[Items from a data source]
----

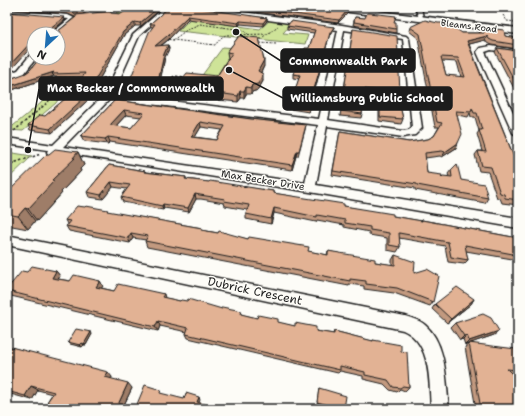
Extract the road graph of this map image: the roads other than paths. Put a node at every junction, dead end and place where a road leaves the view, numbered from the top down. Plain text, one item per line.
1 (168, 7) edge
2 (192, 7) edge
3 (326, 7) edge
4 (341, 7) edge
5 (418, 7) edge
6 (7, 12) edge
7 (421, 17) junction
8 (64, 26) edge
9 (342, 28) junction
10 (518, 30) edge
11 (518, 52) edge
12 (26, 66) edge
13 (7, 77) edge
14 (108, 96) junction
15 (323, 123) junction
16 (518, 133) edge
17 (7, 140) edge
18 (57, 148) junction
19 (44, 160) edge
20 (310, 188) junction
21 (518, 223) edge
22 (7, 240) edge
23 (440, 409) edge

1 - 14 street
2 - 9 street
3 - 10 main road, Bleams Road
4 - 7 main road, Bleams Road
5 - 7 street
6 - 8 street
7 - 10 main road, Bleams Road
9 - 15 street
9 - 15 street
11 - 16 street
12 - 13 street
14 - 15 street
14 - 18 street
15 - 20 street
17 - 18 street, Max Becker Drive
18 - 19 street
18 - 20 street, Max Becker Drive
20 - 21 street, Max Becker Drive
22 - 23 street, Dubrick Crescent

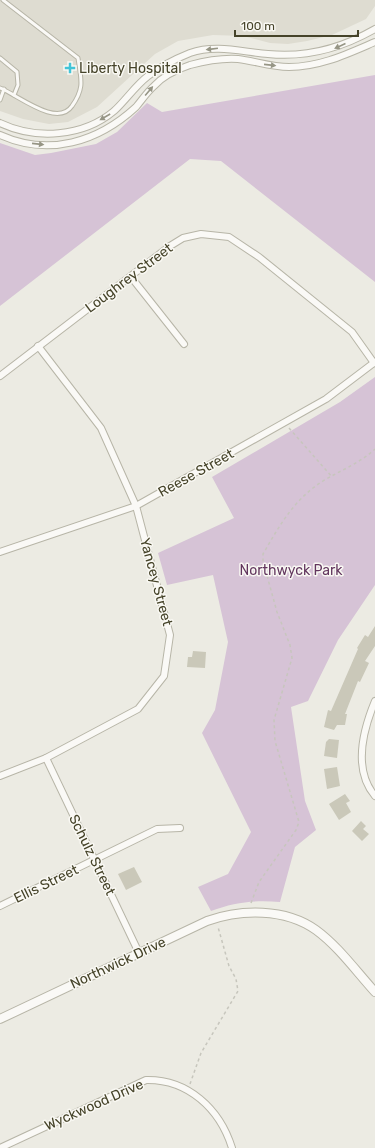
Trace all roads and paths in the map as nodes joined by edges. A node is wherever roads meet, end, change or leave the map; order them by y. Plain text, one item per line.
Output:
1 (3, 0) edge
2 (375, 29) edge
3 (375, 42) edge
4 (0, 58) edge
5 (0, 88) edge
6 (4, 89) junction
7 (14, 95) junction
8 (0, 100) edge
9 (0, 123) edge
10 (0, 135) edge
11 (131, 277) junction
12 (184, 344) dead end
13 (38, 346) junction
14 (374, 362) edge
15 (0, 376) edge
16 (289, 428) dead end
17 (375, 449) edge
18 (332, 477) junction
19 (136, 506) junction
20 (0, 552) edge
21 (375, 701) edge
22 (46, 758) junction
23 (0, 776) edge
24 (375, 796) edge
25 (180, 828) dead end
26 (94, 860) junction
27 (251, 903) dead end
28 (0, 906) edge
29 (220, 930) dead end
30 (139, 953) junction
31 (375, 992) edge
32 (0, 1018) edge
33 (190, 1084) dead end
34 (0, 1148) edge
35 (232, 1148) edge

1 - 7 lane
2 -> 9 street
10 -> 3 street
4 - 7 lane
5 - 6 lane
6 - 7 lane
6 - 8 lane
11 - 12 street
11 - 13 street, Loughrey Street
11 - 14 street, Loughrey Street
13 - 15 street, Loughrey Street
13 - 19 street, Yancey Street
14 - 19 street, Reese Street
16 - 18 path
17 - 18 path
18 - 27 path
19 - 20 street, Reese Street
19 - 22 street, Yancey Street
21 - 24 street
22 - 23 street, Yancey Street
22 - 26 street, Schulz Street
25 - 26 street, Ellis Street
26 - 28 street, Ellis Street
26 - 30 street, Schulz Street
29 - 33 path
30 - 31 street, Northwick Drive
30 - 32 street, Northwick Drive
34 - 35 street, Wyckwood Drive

----

Copy every line of the records above that holds the word "main".

3 - 10 main road, Bleams Road
4 - 7 main road, Bleams Road
7 - 10 main road, Bleams Road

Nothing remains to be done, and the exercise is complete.